It’s tick time… and ticks, including those that carry Lyme disease, are in long grass and on bushes, waiting to grab onto you, your clothing or your pet as you pass by.
The numbers of cases of Lyme disease are increasing – the US Center for Disease Control (CDC) estimates over 300,000 cases occur each year, although only around 30,000 are reported. Lyme infected ticks are present in largest numbers in north eastern US but, with global warming and increases in deer population, deer and the ticks they carry, are migrating north and are now found in parts of Canada as well. They are even found as far south as Florida, but are less likely to contact humans in warmer climates, as they hide during the day to seek shelter from the heat.
Lyme disease is caused by bacteria in the Borrelia family – tests look specifically for the Borrelia bergdorferi – but some researchers suspect that all bacteria in the Borrelia class can cause similar disease. The bacteria are carried mainly by black-legged ticks, also called deer ticks or bear ticks, and these ticks in turn are carried by deer, mice, gray squirrels, opossums and chipmunks. Lyme disease is not something new – DNA from the bacteria that causes it was identified in the 5,300 year old bones of Ötzi the Iceman, a mummy found in the Eastern Alps in 1993.
Early symptoms of Lyme disease include fever, chills, headache, fatigue, muscle and joint pain, and swollen lymph nodes. 70 to 80% of people who are infected get a rash that gradually increases in diameter over several days, and about 30% of these have a distinctive “bulls eye” appearance. The rash can get as large as 30cm (12 inches) across, most often is uniformly red or bluish red, and is rarely itchy of painful. However, 20 to 30% of infected people have no rash as all so its presence is not necessary for a positive diagnosis.
Diagnosis of Lyme disease is usually made by symptoms plus a history of tick exposure. However, immature ticks are tiny and flesh coloured, and can be difficult to see on the skin. Blood tests look for antibodies to the bacteria, not for the bacteria itself, as Borrelia dislike oxygenated environments and leave the blood quickly for other less oxygenated tissues, such as joint fluid or bone. As antibodies take several weeks to develop, blood tests will often not show positive results in the first few weeks of an infection. All of this suggests that many cases are not readily diagnosed.

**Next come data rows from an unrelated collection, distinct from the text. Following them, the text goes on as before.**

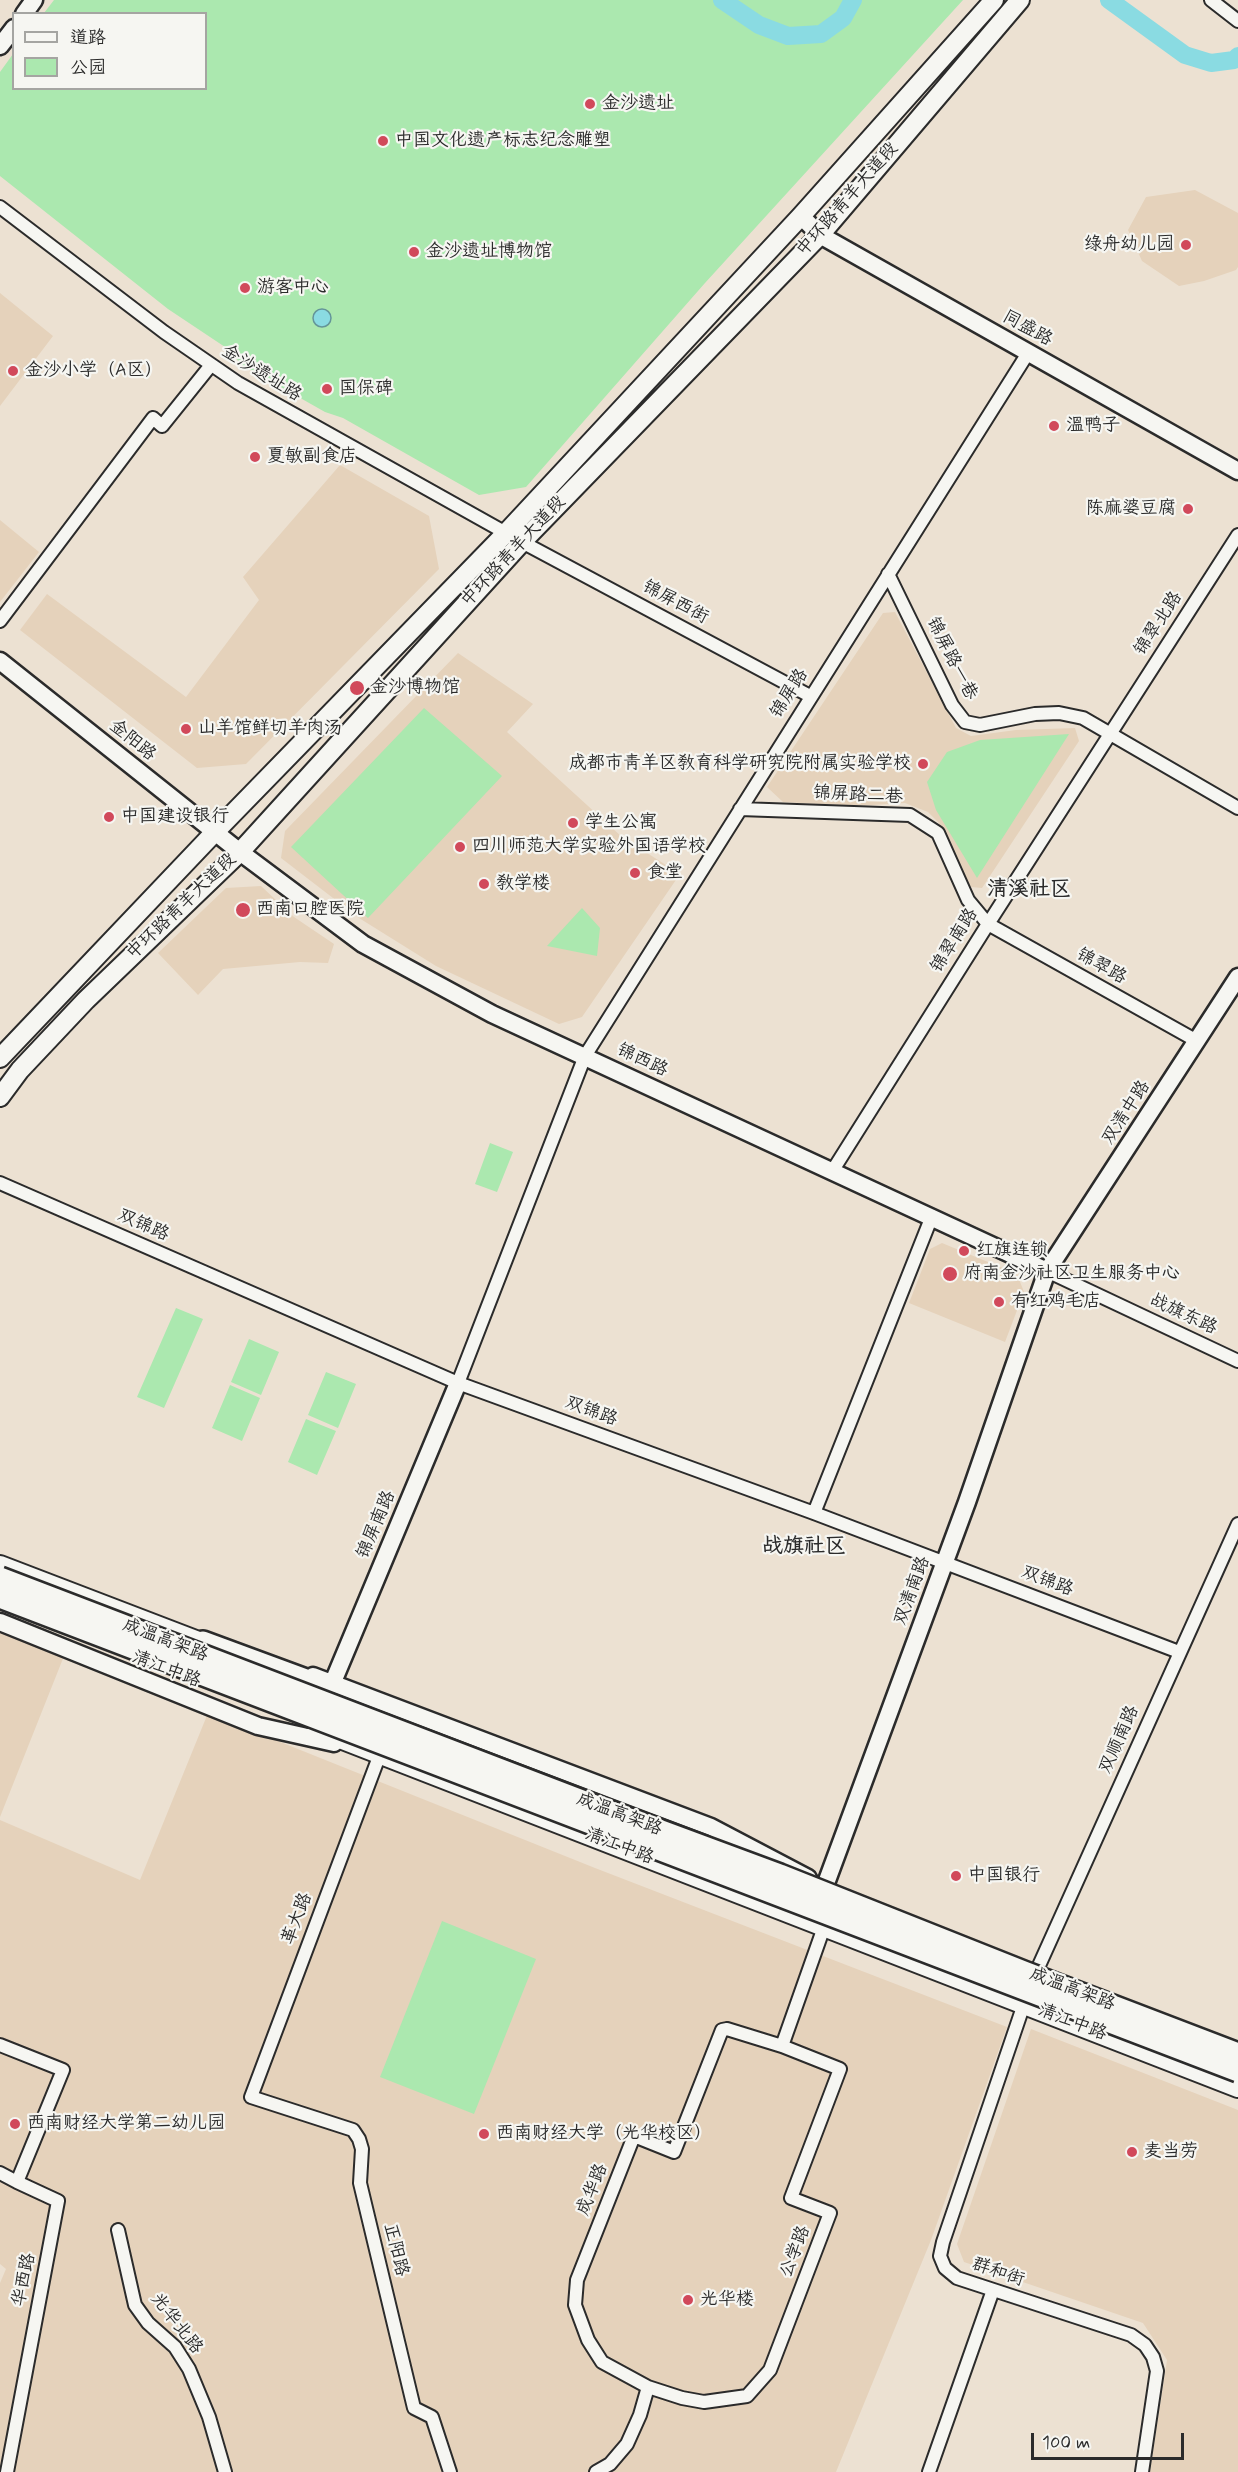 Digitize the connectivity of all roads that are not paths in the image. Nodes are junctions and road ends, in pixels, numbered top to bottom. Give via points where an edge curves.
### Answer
1 (994, 0) edge
2 (1020, 0) edge
3 (1211, 0) edge
4 (1237, 20) edge
5 (12, 31) edge
6 (0, 46) edge
7 (0, 207) edge
8 (801, 216) junction
9 (820, 235) junction
10 (1028, 353) junction
11 (211, 365) junction
12 (1238, 471) edge
13 (506, 533) junction
14 (1238, 535) edge
15 (522, 542) junction
16 (888, 574) junction
17 (0, 621) edge
18 (0, 661) edge
19 (810, 696) junction
20 (1110, 733) junction
21 (1238, 808) edge
22 (740, 809) junction
23 (215, 832) junction
24 (240, 852) junction
25 (988, 924) junction
26 (1238, 977) edge
27 (1197, 1041) junction
28 (585, 1056) junction
29 (0, 1057) edge
30 (20, 1070) junction
31 (0, 1086) edge
32 (0, 1097) edge
33 (833, 1170) junction
34 (0, 1183) edge
35 (932, 1216) junction
36 (1047, 1271) junction
37 (1238, 1361) edge
38 (458, 1383) junction
39 (814, 1512) junction
40 (1238, 1524) edge
41 (944, 1562) junction
42 (0, 1565) edge
43 (0, 1578) edge
44 (0, 1597) edge
45 (0, 1606) edge
46 (0, 1622) edge
47 (203, 1642) junction
48 (1179, 1652) junction
49 (329, 1685) junction
50 (380, 1750) junction
51 (780, 1875) junction
52 (825, 1886) junction
53 (824, 1927) junction
54 (1037, 1970) junction
55 (999, 1979) junction
56 (1024, 2004) junction
57 (0, 2045) edge
58 (782, 2046) junction
59 (1238, 2052) edge
60 (1238, 2071) edge
61 (1238, 2087) edge
62 (251, 2097) joint
63 (0, 2173) edge
64 (17, 2182) junction
65 (118, 2230) dead end
66 (993, 2290) junction
67 (648, 2387) junction
68 (7, 2472) edge
69 (225, 2472) edge
70 (450, 2472) edge
71 (596, 2472) edge
72 (929, 2472) edge
73 (1142, 2472) edge

1 - 8 main road, 中环路青羊大道段
2 - 9 main road, 中环路青羊大道段
3 - 4 street
5 - 6 street
7 - 11 street, 金沙遗址路
8 - 9 street, 同盛路
8 - 13 main road, 中环路青羊大道段
9 - 10 street, 同盛路
9 - 15 main road, 中环路青羊大道段
10 - 12 street, 同盛路
10 - 16 street, 锦屏路
11 - 13 street, 金沙遗址路 via 352,449
11 - 17 street via 162,426 153,418
13 - 15 street, 金沙遗址路
13 - 23 main road, 中环路青羊大道段
14 - 20 street, 锦翠北路
15 - 19 street, 锦屏西街
15 - 24 main road, 中环路青羊大道段
16 - 19 street, 锦屏路
16 - 20 street, 锦屏路一巷 via 952,705 965,722 980,725 1059,713 1083,717
18 - 23 street, 金阳路
19 - 22 street, 锦屏路
20 - 21 street
20 - 25 street, 锦翠南路
22 - 25 street, 锦屏路二巷 via 910,815 938,833 968,900
22 - 28 street, 锦屏路
23 - 24 street, 金阳路
23 - 29 main road, 中环路青羊大道段
24 - 28 street, 锦西路 via 363,944 492,1014
24 - 30 main road, 中环路青羊大道段 via 86,1000
25 - 27 street, 锦翠路
25 - 33 street, 锦翠南路
26 - 27 street, 双清中路
27 - 36 street, 双清中路
28 - 33 street, 锦西路
28 - 38 street, 锦屏路
30 - 31 main road
30 - 32 main road, 中环路青羊大道段
33 - 35 street, 锦西路
34 - 38 street, 双锦路
35 - 36 street, 锦西路
35 - 39 street
36 - 37 street, 战旗东路
36 - 41 street, 双清南路
38 - 39 street, 双锦路
38 - 49 street, 锦屏南路
39 - 41 street, 双锦路
40 - 48 street, 双顺南路
41 - 48 street, 双锦路
41 - 52 street, 双清南路
42 - 47 main road, 清江中路
43 - 51 highway, 成温高架路, bridge
44 - 50 highway, 成温高架路, bridge
45 - 50 main road, 清江中路
45 - 50 highway, bridge via 252,1707
46 - 50 street via 258,1726
47 - 49 highway
47 - 52 main road, 清江中路 via 328,1697
48 - 54 street, 双顺南路
49 - 51 highway, bridge via 640,1809
49 - 52 street, 清江中路 via 711,1827
50 - 53 main road, 清江中路
50 - 55 highway, 成温高架路, bridge
50 - 62 street, 革大路
51 - 59 highway, 成温高架路, bridge
52 - 53 street, 双清南路
52 - 54 main road, 清江中路
53 - 56 main road, 清江中路
53 - 58 street
54 - 59 main road, 清江中路
55 - 60 highway, 成温高架路, bridge
55 - 61 highway, bridge via 1050,2012
56 - 61 main road, 清江中路
56 - 66 street, 群和街 via 940,2256 945,2268 957,2278
57 - 64 street via 63,2070
58 - 67 street, 成华路 via 722,2030 674,2152 633,2136 577,2280 575,2305 588,2340 602,2362
58 - 67 street, 公学路 via 840,2069 791,2198 830,2213 770,2370 747,2396 704,2402
62 - 70 street, 正阳路 via 352,2130 359,2139 360,2183 414,2408 432,2417
63 - 64 street
64 - 68 street, 华西路 via 58,2201
65 - 69 street, 光华北路 via 135,2305 175,2347 189,2369 209,2417
66 - 72 street
66 - 73 street, 群和街 via 1131,2335 1145,2345 1157,2371
67 - 71 street via 627,2444 610,2464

If diagnosed and treated early, however, a full recovery is likely. It is treated with antibiotics, usually amoxicillin, tetracycline, doxycycline or cefuroxime, generally for 10 to 21 days but sometimes longer.
Ticks are tiny – the size of a poppy seed – so you need to look carefully to see them. As they feed, they become engorged with blood, becoming larger and easier to see. But you want to remove ticks as soon as possible. The tick must attach to skin for 24 hours to transmit the disease, so early removal can reduce the chance of infection. Check skin carefully after walking in tall grass or gardening – ideally, remove all clothing first so you can check all areas of your body. Be aware that clothes and pets can carry ticks too, that can bite you later, so handle clothing carefully (best with rubber gloves if you suspect ticks are present). Place clothes in the dryer at high heat for at least 15 minutes – dry first to kill any ticks, then wash later! Ticks have been reported to survive washing of clothing.
There are two good techniques for tick removal, depending on what tool you are using:
Fine-tipped tweezers – grasp the tick close to the skin. You want to grip the head, not the body (squeezing the body can cause the tick to regurgitate infected fluids into the bite, increasing the risk of infection). Pull straight upwards (or in the direction opposite to the angle of entry of the mouth parts, if you can see this), and pull slowly and steadily. Don’t twist or jerk the tick out quickly as this can increase the chance of the head or mouth parts breaking off and staying in the skin. Any parts left in the skin will also cause irritation and can increase the risk of other infections and can be removed as you would remove a splinter, with tweezers or a needle. Don’t use flat-tipped tweezers to remove ticks, as these will squeeze the body, increasing the chance of fluid regurgitation.
Tick removal tool (O’Tom Tick Twister is one recommended brand I found) – slide the tool between the body of the tick and the skin, and rotate the tool 2 to 3 times until the tick detaches. Rotate in only one direction to decrease the risk of breaking off mouth parts. Follow included instructions carefully.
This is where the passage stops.